Shemar Bartholomew

Profile
- Position: Cornerback

Personal information
- Born: June 6, 2000 (age 26) New Orleans, Louisiana, U.S.
- Listed height: 6 ft 0 in (1.83 m)
- Listed weight: 200 lb (91 kg)

Career information
- High school: Cypress Ranch (Cypress, Texas)
- College: Northwestern State (2018–2022) Georgia Southern (2023)
- NFL draft: 2024: undrafted

Career history
- New York Jets (2024)*; Carolina Panthers (2024–2025); Minnesota Vikings (2025)*; Green Bay Packers (2025); Tennessee Titans (2026)*;
- * Offseason or practice squad member only

Awards and highlights
- Second-team All-Sun Belt (2023);

Career NFL statistics as of 2025
- Total tackles: 7
- Pass deflections: 2
- Stats at Pro Football Reference

= Shemar Bartholomew =

American football player (born 2000)

Shemar Bartholomew (born June 6, 2000) is an American professional football cornerback. He played college football for the Northwestern State Demons and Georgia Southern Eagles and was previously a member of the New York Jets and Carolina Panthers.

==Early life==
Bartholomew was born on June 6, 2000, in New Orleans, Louisiana, and has six siblings. He attended Cypress Ranch High School in Texas, being a cornerback for three years on the varsity football team. He helped the school win playoff games in his final two years and totaled 40 tackles, five interceptions and 12 pass breakups as a senior. He graduated from Cypress Ranch with a grade-point average (GPA) of 4.34 and committed to play college football for the NCAA Division I FCS Northwestern State Demons.
==College career==
As a freshman at Northwestern State in 2018, Bartholomew appeared in eight games, three as a starter, and recorded 14 tackles, three pass breakups and two interceptions. He played in nine games, six as a starter, during the 2019 season, recording 26 tackles and four interceptions, including one returned 96 yards for a touchdown. He was named a third-team All-Southland Conference (SLC) performer and an honorable mention sophomore All-American by HERO Sports. He appeared in three games, posting three tackles and an interception, in the spring 2021 season. He started nine games in the fall 2021 season and led the team with six pass breakups, being named second-team All-SLC at the end of the season.

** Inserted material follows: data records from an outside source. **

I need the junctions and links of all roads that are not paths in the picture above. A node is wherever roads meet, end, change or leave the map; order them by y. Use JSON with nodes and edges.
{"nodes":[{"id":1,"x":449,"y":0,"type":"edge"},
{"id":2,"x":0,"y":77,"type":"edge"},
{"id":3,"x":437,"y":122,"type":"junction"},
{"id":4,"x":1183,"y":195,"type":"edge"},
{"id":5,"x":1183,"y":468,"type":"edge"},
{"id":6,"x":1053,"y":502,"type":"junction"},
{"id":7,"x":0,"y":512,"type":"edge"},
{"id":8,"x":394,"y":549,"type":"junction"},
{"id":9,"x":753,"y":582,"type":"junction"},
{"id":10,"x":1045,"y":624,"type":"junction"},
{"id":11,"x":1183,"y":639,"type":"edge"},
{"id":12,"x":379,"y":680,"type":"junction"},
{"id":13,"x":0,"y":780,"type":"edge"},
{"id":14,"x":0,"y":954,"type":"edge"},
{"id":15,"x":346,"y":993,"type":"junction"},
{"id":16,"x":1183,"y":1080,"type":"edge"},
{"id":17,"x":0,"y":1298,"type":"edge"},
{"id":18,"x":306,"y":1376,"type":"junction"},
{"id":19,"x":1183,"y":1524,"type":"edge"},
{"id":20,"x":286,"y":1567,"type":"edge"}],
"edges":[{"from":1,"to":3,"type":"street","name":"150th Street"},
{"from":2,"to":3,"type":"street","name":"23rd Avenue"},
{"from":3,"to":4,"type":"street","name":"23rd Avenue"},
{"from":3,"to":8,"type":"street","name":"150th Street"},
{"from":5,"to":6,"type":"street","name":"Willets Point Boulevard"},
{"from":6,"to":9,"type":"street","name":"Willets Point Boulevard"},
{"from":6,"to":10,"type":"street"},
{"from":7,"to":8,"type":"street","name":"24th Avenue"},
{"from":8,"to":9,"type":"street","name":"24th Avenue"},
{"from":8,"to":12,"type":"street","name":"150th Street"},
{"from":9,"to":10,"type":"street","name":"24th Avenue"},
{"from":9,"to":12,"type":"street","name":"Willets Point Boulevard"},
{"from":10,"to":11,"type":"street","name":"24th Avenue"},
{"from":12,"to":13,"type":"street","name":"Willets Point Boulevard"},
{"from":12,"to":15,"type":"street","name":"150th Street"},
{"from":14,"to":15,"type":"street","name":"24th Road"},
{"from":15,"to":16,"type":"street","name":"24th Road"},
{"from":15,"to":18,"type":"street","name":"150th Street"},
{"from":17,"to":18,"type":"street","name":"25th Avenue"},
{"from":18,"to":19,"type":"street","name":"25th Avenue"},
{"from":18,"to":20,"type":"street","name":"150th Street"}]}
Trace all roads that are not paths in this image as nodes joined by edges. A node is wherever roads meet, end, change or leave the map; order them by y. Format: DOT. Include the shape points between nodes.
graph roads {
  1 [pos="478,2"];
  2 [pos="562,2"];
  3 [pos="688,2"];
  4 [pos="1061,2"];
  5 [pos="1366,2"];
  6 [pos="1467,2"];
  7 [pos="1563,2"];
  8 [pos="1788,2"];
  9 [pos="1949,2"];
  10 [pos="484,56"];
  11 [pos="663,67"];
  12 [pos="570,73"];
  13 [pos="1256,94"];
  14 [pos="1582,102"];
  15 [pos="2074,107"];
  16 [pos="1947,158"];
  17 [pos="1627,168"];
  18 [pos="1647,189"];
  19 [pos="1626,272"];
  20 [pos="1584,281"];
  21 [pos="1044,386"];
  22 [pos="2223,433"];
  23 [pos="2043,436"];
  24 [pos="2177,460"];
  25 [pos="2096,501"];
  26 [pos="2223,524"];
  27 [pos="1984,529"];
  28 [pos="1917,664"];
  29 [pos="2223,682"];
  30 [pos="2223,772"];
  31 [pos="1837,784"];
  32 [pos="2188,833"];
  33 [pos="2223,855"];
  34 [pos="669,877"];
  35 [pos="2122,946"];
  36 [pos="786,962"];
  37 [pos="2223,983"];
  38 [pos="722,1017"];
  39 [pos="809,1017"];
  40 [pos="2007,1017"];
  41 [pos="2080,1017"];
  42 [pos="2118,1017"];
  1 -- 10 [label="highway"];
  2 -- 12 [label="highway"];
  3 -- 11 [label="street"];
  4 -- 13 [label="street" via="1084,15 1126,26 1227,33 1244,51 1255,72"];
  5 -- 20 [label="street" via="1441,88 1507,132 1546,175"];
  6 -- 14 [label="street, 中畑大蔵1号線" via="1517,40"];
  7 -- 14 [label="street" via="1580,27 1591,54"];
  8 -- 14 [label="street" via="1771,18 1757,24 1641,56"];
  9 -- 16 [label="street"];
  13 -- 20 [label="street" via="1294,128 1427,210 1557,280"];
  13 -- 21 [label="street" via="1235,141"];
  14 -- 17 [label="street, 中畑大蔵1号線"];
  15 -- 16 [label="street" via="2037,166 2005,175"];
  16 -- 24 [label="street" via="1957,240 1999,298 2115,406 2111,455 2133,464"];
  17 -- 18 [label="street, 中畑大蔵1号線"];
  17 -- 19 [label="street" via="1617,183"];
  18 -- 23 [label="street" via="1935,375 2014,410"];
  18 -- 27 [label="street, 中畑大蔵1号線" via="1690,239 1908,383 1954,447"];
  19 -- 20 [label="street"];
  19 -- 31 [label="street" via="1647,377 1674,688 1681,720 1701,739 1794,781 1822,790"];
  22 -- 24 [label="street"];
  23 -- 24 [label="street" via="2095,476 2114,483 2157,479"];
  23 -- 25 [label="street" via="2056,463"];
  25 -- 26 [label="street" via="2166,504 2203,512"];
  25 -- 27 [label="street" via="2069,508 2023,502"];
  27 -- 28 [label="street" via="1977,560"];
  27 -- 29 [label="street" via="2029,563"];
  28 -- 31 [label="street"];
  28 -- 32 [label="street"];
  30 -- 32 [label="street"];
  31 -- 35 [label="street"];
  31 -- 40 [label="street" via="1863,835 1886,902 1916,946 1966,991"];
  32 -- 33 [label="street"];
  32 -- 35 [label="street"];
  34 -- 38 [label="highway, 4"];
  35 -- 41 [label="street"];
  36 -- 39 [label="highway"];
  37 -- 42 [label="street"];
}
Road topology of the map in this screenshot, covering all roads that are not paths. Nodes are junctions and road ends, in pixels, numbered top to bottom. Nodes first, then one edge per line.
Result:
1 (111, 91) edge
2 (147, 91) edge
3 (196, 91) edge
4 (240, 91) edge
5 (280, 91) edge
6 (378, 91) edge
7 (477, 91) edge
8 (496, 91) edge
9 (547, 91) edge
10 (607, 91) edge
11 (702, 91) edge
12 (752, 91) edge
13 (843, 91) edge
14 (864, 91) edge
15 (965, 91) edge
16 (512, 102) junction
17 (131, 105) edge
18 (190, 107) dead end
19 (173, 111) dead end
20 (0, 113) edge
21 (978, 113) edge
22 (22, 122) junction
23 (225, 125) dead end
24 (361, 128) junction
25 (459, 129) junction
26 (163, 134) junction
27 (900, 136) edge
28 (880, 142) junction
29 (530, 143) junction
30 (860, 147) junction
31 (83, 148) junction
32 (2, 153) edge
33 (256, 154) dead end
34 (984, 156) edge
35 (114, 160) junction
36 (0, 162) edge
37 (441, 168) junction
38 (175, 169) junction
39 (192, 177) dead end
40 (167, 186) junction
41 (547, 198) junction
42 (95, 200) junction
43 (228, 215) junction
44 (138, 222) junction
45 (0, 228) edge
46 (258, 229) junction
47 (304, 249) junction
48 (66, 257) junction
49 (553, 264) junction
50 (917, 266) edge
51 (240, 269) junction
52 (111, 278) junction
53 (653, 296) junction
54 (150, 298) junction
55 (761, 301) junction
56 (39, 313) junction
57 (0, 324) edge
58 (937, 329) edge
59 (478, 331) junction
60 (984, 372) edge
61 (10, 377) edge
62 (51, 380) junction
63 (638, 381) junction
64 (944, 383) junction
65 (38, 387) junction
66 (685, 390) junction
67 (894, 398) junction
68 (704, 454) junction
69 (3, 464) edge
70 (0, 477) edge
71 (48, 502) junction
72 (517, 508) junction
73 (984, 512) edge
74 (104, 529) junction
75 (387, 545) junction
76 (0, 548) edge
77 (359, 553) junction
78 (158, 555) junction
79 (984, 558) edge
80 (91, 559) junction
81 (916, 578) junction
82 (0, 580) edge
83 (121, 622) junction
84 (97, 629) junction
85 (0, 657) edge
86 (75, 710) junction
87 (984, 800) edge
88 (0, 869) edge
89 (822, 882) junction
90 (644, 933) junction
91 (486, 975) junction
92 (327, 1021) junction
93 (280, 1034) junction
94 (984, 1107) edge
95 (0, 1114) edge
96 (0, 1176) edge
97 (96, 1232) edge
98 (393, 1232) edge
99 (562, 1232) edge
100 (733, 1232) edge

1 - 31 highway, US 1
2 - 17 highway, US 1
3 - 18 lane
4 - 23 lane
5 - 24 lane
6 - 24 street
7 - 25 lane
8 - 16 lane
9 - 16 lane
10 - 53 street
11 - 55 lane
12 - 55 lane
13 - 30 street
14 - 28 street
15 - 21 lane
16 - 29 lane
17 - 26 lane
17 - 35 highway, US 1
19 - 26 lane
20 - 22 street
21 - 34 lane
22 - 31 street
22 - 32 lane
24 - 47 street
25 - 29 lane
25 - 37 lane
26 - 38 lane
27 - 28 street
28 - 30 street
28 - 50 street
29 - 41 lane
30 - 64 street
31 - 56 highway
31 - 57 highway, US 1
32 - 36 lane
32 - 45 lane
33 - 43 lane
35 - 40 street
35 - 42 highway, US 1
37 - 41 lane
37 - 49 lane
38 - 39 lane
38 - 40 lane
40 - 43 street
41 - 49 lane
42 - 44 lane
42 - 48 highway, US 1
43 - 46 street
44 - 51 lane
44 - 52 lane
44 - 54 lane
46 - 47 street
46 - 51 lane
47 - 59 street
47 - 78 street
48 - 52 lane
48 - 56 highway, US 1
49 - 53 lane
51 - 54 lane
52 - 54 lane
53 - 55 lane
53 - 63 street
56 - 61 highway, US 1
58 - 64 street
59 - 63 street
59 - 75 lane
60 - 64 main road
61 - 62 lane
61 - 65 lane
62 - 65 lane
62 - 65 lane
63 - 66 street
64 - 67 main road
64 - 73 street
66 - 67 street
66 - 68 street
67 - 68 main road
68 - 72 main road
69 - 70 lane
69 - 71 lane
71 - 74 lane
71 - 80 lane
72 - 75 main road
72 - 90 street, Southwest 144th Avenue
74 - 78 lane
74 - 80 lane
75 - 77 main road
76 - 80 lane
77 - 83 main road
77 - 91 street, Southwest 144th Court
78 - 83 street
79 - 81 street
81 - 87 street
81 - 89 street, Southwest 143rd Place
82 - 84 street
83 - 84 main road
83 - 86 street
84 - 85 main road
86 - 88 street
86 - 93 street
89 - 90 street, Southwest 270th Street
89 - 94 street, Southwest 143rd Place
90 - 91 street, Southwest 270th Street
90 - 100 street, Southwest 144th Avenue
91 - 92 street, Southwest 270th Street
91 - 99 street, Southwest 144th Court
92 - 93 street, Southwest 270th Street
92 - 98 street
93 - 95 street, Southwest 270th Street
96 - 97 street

Bartholomew redshirted after having appeared in one game during the 2022 season, then transferred to the Georgia Southern Eagles for the 2023 season. He appeared in 13 games, five as a starter, and made 38 tackles, 2.5 tackles-for-loss (TFLs), 14 pass breakups and one interception, being named second-team All-Sun Belt Conference.

==Professional career==

Pre-draft measurables
| Height | Weight | Arm length | Hand span | Wingspan | 40-yard dash | 10-yard split | 20-yard split | 20-yard shuttle | Three-cone drill | Vertical jump | Broad jump | Bench press |
| 6 ft 0+1⁄4 in (1.84 m) | 200 lb (91 kg) | 31 in (0.79 m) | 9 in (0.23 m) | 6 ft 1+5⁄8 in (1.87 m) | 4.45 s | 1.53 s | 2.50 s | 4.45 s | 7.16 s | 36.5 in (0.93 m) | 10 ft 3 in (3.12 m) | 15 reps |
All values from Pro Day

===New York Jets===
After going unselected in the 2024 NFL draft, Bartholomew was signed by the New York Jets as an undrafted free agent. He was a standout in preseason, allowing no receiving yards on nine targets. He was waived on August 29, 2024.

===Carolina Panthers===
On August 28, 2024, Bartholomew was claimed off waivers by the Carolina Panthers. He had been the most in demand player on waivers, with four teams putting in a claim for him.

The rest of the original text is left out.